Luke Combs breathed new life into Tracy Chapman’s Fast Car, a masterpiece reborn in the hands of a modern troubadour. With a voice dipped in the nostalgic hues of the 1950s, Stephen Sanchez crooned tales of love, casting an atmospheric spell. The supergroup boygenius dropped an album of protest country folk filled with youthful, emotional understanding. And Zach Bryan remembered everything.
Far From Saints sculpted an album that intertwined spine-tingling vocal and guitar harmonies, melding rock, Americana, country, and soul into a singular record. The world got to hear the last new song by The Beatles, and perhaps, the last opus of The Rolling Stones.
Returning artists, still-rising artists, and fresh-from-the-woodwork artists all got their fair share of real estate in 2023’s music charts.
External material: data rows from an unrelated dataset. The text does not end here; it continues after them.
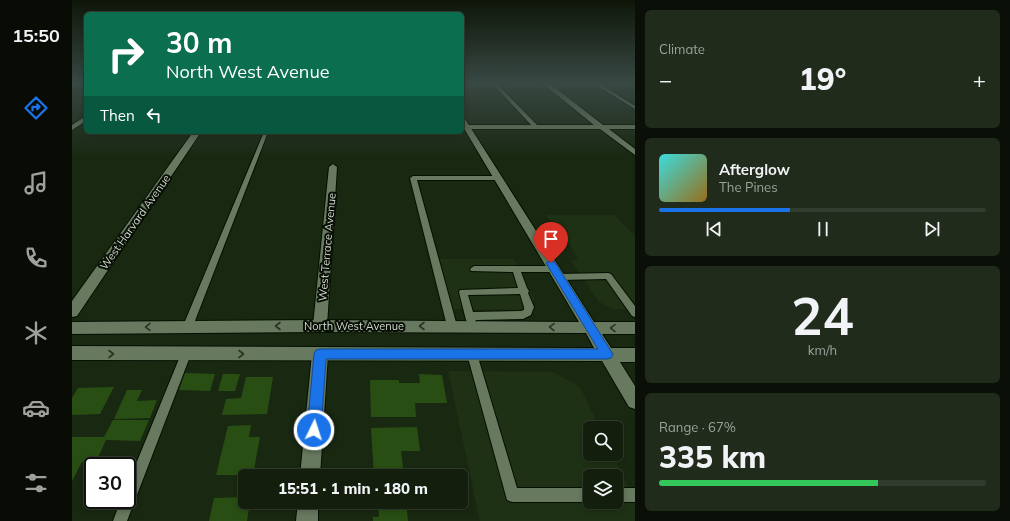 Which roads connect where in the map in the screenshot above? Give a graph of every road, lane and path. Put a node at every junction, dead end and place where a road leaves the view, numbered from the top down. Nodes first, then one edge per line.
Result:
1 (517, 107) edge
2 (576, 107) edge
3 (84, 119) edge
4 (464, 125) edge
5 (84, 126) edge
6 (73, 127) edge
7 (536, 127) junction
8 (602, 127) junction
9 (635, 127) edge
10 (196, 134) edge
11 (265, 134) edge
12 (635, 153) edge
13 (333, 167) dead end
14 (498, 178) junction
15 (474, 269) dead end
16 (516, 269) junction
17 (557, 273) junction
18 (525, 291) junction
19 (72, 312) edge
20 (635, 313) edge
21 (471, 321) junction
22 (188, 326) junction
23 (320, 326) junction
24 (452, 326) junction
25 (72, 328) edge
26 (591, 328) junction
27 (635, 328) edge
28 (72, 353) edge
29 (186, 354) junction
30 (320, 354) junction
31 (472, 354) junction
32 (607, 354) junction
33 (635, 355) edge
34 (635, 401) edge
35 (311, 469) edge
36 (583, 495) edge
37 (623, 495) edge
38 (635, 495) edge
39 (308, 509) edge
40 (120, 521) edge
41 (307, 521) edge

1 - 7 lane
2 - 8 street
3 - 6 street
4 - 7 street
4 - 14 street
5 - 6 street
7 - 8 street
8 - 9 street
8 - 12 street
10 - 19 street, West Harvard Avenue
11 - 22 lane
13 - 23 street, West Terrace Avenue
14 - 17 street
14 - 24 lane
15 - 16 lane
16 - 17 lane
16 - 18 lane
17 - 20 lane
17 - 26 street
18 - 21 lane
18 - 21 lane
21 - 24 street, North West Avenue
26 -> 21 street, North West Avenue
23 -> 22 street, North West Avenue
22 -> 25 street, North West Avenue
24 -> 23 street, North West Avenue
27 -> 26 street, North West Avenue
26 - 32 street
28 -> 29 street
29 -> 30 street
29 - 40 lane
30 - 31 street
30 - 35 street
31 - 32 street
31 - 36 lane
32 - 33 street
32 - 34 street
37 - 38 lane
39 - 41 street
My musical sanctuary, seen in the lists below, mirrors the patina of my years: a mellow, retro ambience akin to aged brass polished until it gleams anew. Like the tranquil crimson glow of the golden hour that precedes the sunset—a safe escape hatch in a world gone mad, strumming the lyre as the gods watch the earth burn, and the decades- tangled and rangy, furiously burrow the cracks in search of instant happiness.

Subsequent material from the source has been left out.